La inteligencia artificial (IA) está cambiando la forma de trabajar en el sector sanitario. Según un estudio reciente de Adecco, el 86% de los profesionales del área se adapta a esta tecnología y el 61% reconoce que está transformando sus roles laborales. Sin embargo, solo el 13% de las empresas del sector admite estar preparada para este cambio disruptivo.
Los trabajadores en salud ahorran una media de dos horas cada día gracias a la IA, un tiempo que rededican a tareas estratégicas y a su formación. Este ahorro impulsa la flexibilidad y la adaptación entre el personal, que busca ganar agilidad en su jornada de trabajo. Sin embargo, solo un 32% se siente partícipe en el rediseño de su puesto, lo que genera la sensación de que la IA es una imposición y no una herramienta integrada en la planificación profesional.
El sector salud es uno de los más intensivos en mano de obra en España, empleando a más de 1,6 millones de personas según los datos del Instituto Nacional de Estadística (INE). Comprende la sanidad pública y privada, la industria farmacéutica y la biotecnológica y aporta casi un 10% al PIB nacional. Además, es el principal inversor en I+D industrial, con la industria farmacéutica concentrando aproximadamente el 20% de los recursos destinados a investigación en este campo.

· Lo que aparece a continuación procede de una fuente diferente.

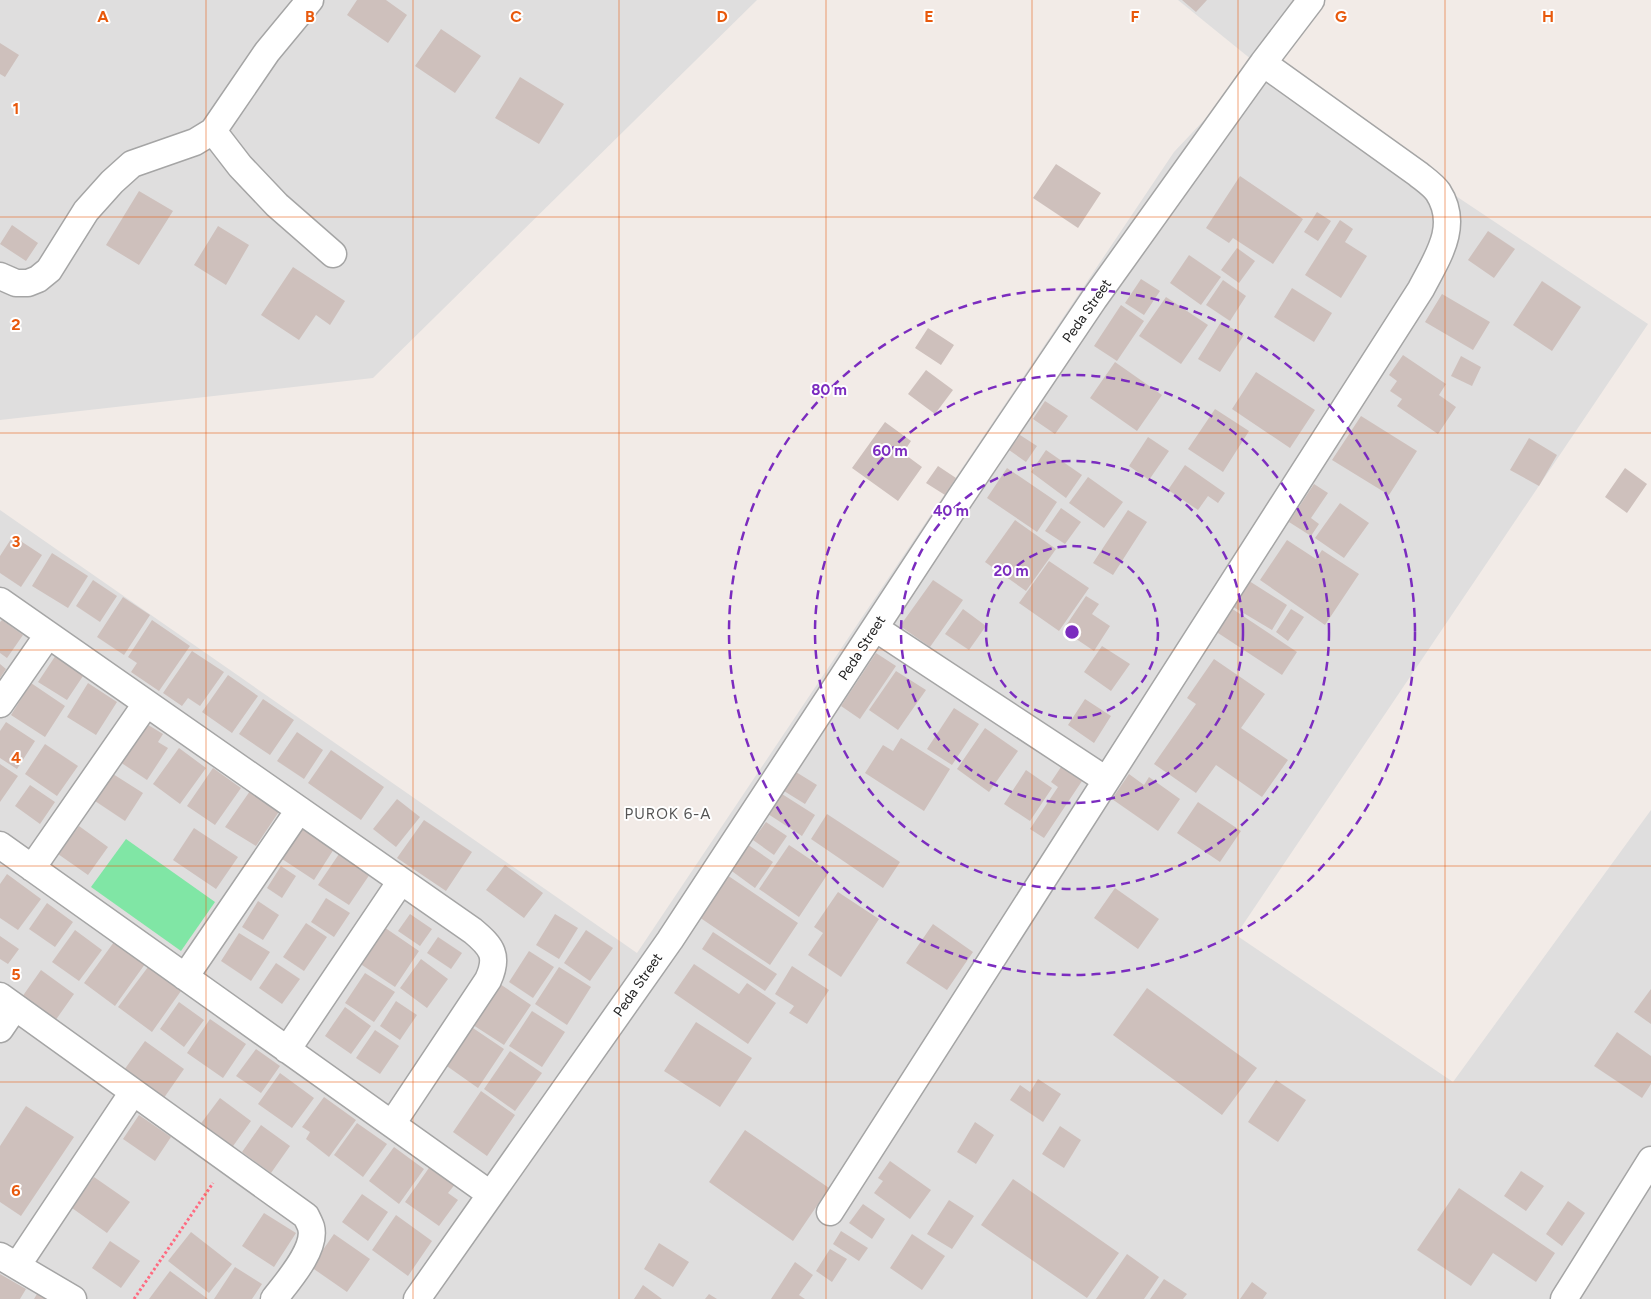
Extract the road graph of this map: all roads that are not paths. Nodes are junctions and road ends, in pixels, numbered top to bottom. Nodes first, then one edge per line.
1 (310, 0) edge
2 (1311, 0) edge
3 (1262, 63) junction
4 (214, 130) junction
5 (333, 254) dead end
6 (0, 276) edge
7 (0, 601) edge
8 (875, 628) junction
9 (48, 635) junction
10 (0, 704) edge
11 (146, 704) junction
12 (1106, 780) junction
13 (299, 810) junction
14 (0, 845) edge
15 (32, 868) junction
16 (401, 882) junction
17 (185, 977) junction
18 (7, 1001) edge
19 (0, 1029) edge
20 (287, 1050) junction
21 (134, 1092) junction
22 (392, 1124) junction
23 (1651, 1160) edge
24 (490, 1194) junction
25 (830, 1212) dead end
26 (8, 1261) edge
27 (73, 1299) edge
28 (274, 1299) edge
29 (417, 1299) edge
30 (1564, 1299) edge

1 - 4 street
2 - 3 street, Peda Street
3 - 8 street, Peda Street
3 - 12 street
4 - 5 street
4 - 6 street
7 - 9 street
8 - 12 street
8 - 24 street, Peda Street
9 - 10 street
9 - 11 street
11 - 13 street
11 - 15 street
12 - 25 street
13 - 16 street
13 - 17 street
14 - 15 street
15 - 17 street
16 - 20 street
16 - 22 street
17 - 20 street
18 - 19 street
18 - 21 street
20 - 22 street
21 - 26 street
21 - 28 street
22 - 24 street
23 - 30 street
24 - 29 street, Peda Street
26 - 27 street

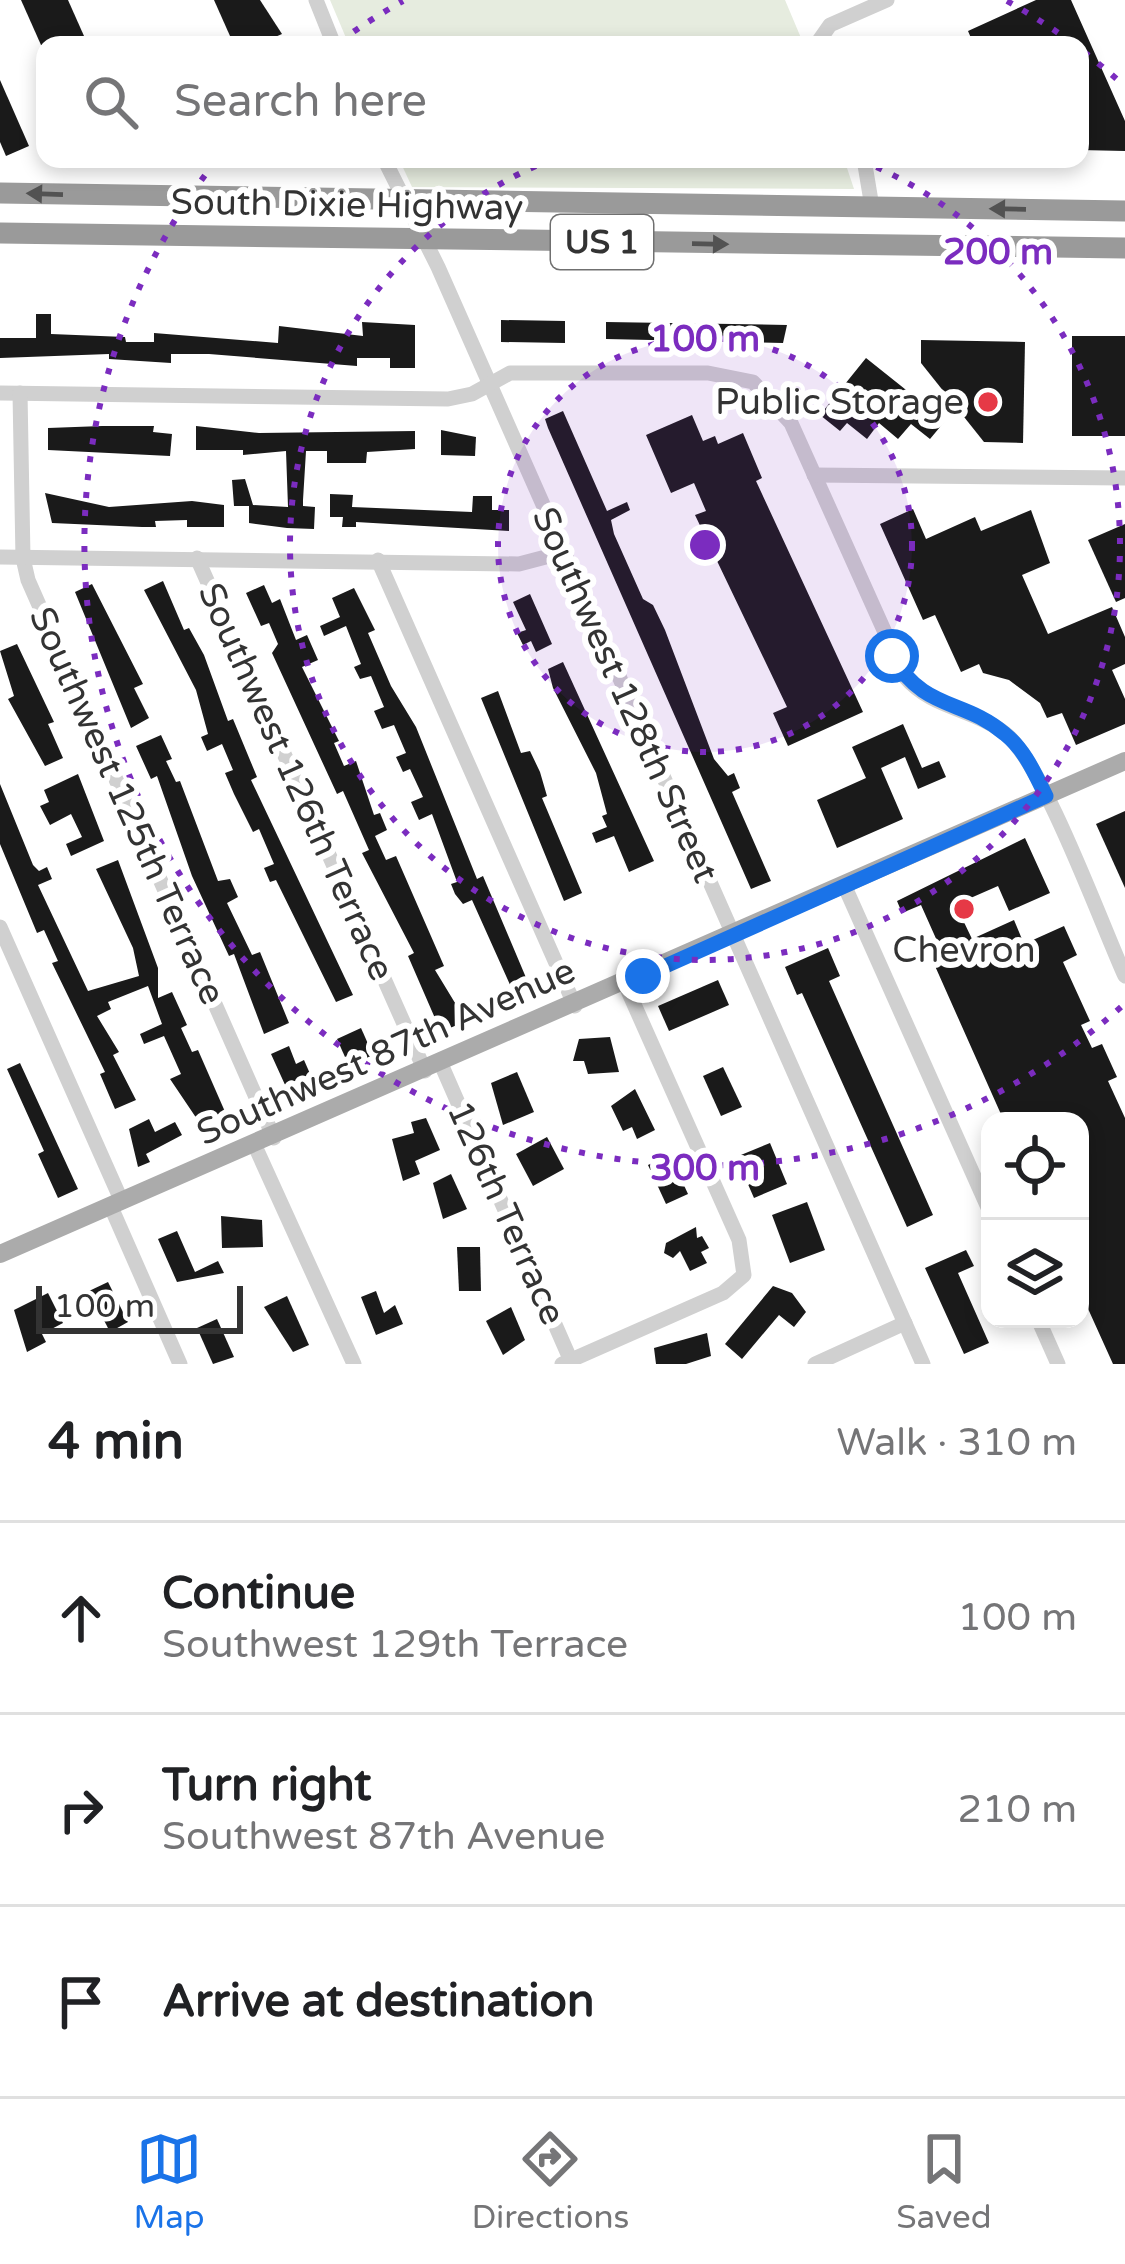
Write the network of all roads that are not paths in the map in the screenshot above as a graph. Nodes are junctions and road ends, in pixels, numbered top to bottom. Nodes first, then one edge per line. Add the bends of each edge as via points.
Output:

El informe de Adecco destaca que la IA representa no solo un avance tecnológico, sino un cambio en la relación entre talento y tecnología. Los profesionales esperan que la IA elimine la carga administrativa para recuperar el trato humano que exige la atención sanitaria. Sin embargo, lamentan la falta de una estrategia clara en las empresas para integrar el talento con la tecnología, lo que limita la capacidad de adaptación de la plantilla.

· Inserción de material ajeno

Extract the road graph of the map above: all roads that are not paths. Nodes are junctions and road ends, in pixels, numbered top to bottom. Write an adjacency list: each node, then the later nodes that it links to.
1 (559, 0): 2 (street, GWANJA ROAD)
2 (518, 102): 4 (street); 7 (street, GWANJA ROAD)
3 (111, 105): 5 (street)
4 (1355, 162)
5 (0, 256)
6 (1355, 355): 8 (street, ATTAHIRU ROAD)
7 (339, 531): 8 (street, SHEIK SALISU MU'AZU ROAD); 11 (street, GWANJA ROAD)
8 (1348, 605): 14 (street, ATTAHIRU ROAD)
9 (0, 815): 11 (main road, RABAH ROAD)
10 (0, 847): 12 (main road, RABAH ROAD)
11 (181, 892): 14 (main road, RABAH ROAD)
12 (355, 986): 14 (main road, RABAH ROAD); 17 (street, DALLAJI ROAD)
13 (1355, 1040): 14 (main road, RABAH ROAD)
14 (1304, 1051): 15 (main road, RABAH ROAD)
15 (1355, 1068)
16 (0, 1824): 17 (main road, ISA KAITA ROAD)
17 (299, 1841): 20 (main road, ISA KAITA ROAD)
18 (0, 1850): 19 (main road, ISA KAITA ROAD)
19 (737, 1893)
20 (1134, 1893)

La falta de políticas de IA es preocupante para el 42% de los empleados, quienes reclaman un marco ético y práctico que defina qué está permitido en el uso de estas herramientas. La baja confianza en la gestión del cambio tecnológico se refleja en una puntuación de apenas 4 sobre 10. Los profesionales temen que la IA se utilice para aumentar la carga de trabajo o reducir plantilla en lugar de mejorar la calidad laboral y el bienestar.

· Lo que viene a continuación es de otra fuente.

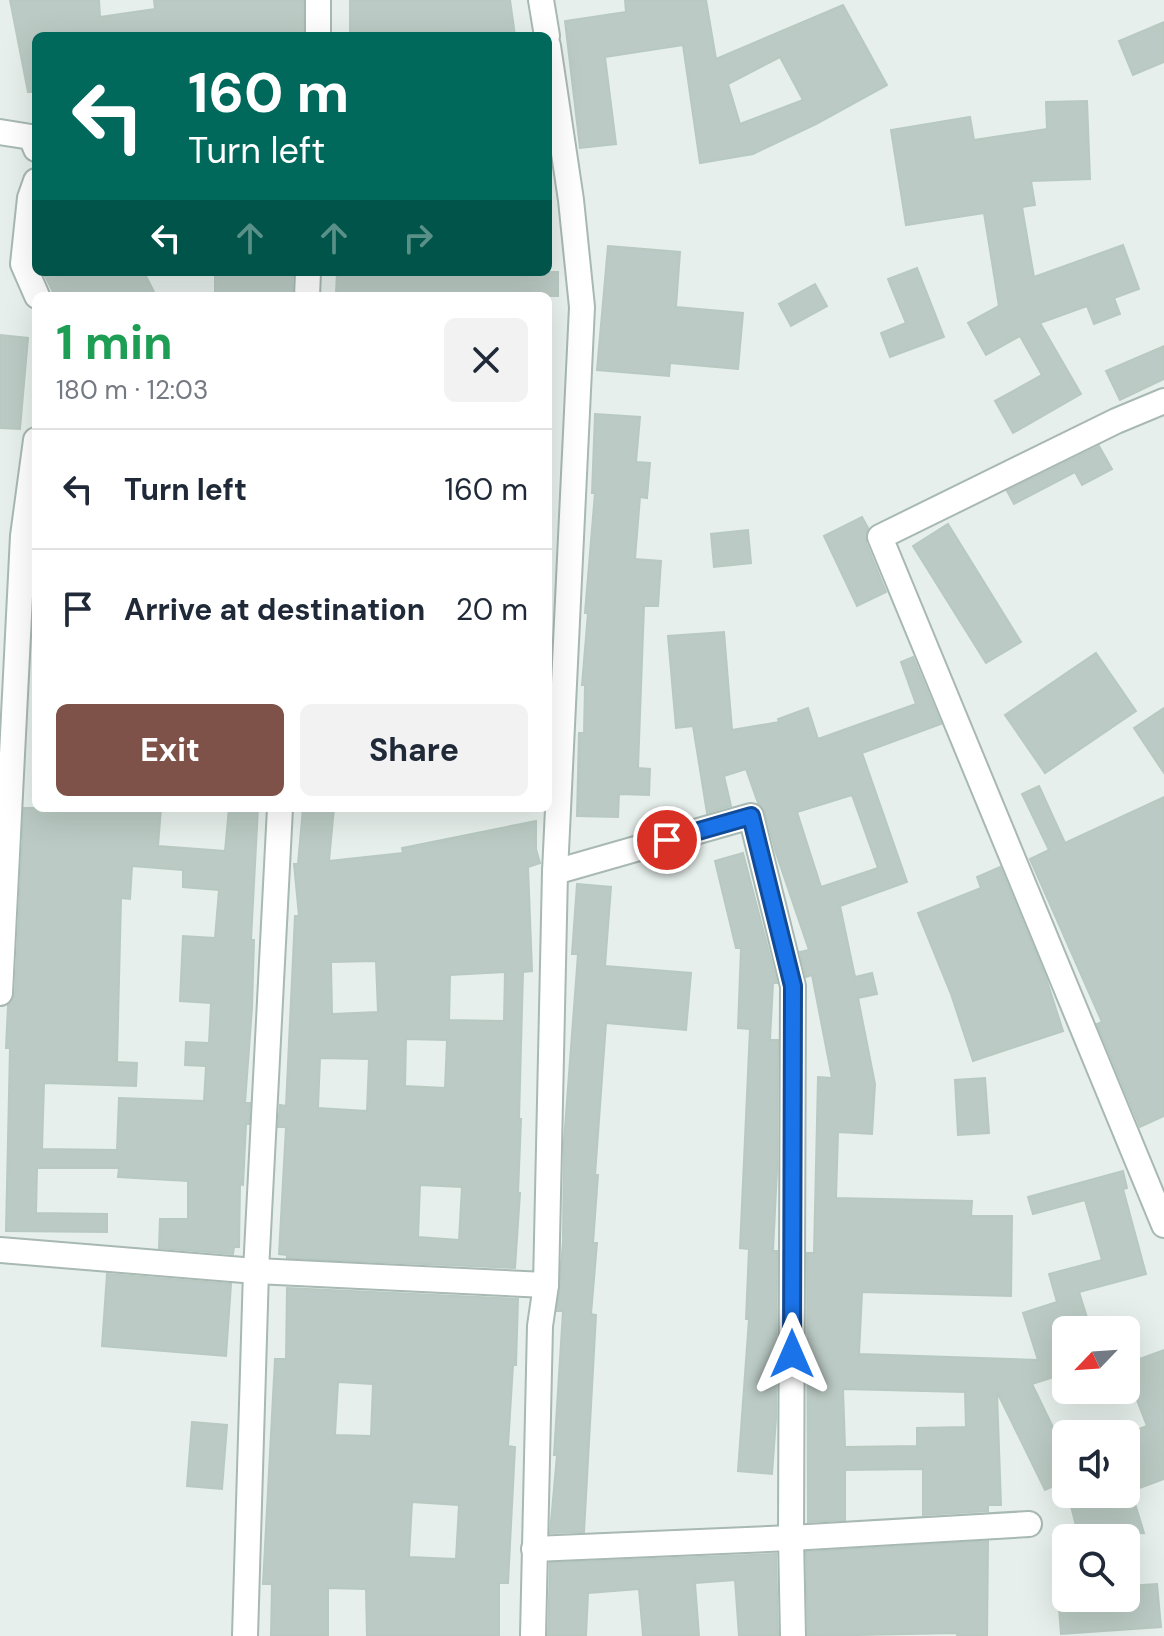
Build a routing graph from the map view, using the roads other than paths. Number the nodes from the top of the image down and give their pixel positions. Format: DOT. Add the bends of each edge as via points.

Por contraste, los trabajadores no muestran temor a ser desplazados por la IA. Solo un 21% piensa que sus tareas pueden ser reemplazadas totalmente por la tecnología. La mayoría, un 73%, cree que la IA creará nuevos empleos y que sus roles evolucionarán hacia puestos más técnicos y analíticos. Se asoman nuevas profesiones híbridas, como el científico de datos clínicos, que fusionan la ciencia con la tecnología. Sin embargo, confían en que sus empresas faciliten esa transición profesional.
El liderazgo actual parece insuficiente para acompañar a los equipos en esta transformación. Solo un 37% confía en que sus superiores tienen las competencias necesarias para liderar la digitalización, lo que provoca incertidumbre y sensación de ser empujados a un cambio sin apoyo claro. Por ello, un 72% de los empleados se forman por iniciativa propia en IA ante la falta de programas corporativos robustos.
Las estructuras jerárquicas rígidas dificultan además la movilidad y el desarrollo profesional. Apenas el 39% de las organizaciones ofrece alternativas claras de carrera. Los empleados piden que la IA sirva para detectar sus habilidades y proponer movimientos internos no explorados, y que el aprendizaje continuo se incorpore al ADN de las organizaciones, no como un curso aislado anual.
El informe concluye que la resiliencia de las organizaciones no está garantizada solo por la tecnología, sino por las personas. Los profesionales del sector sanitario están dispuestos a ser el nexo entre la IA y la realidad clínica, siempre que se les considere socios en la transformación, se proteja su bienestar y se mantenga la prioridad del contacto humano en la atención a pacientes.
Para profundizar, se puede consultar el análisis completo de Adecco en su informe oficial y los datos del INE sobre empleo en salud.
Esta dualidad entre avance tecnológico y falta de preparación refleja un gran desafío para el sector, que tendrá que acelerar la formación, mejorar el liderazgo y definir estrategias claras si quiere aprovechar el potencial total de la IA sin perder el componente humano que define la sanidad.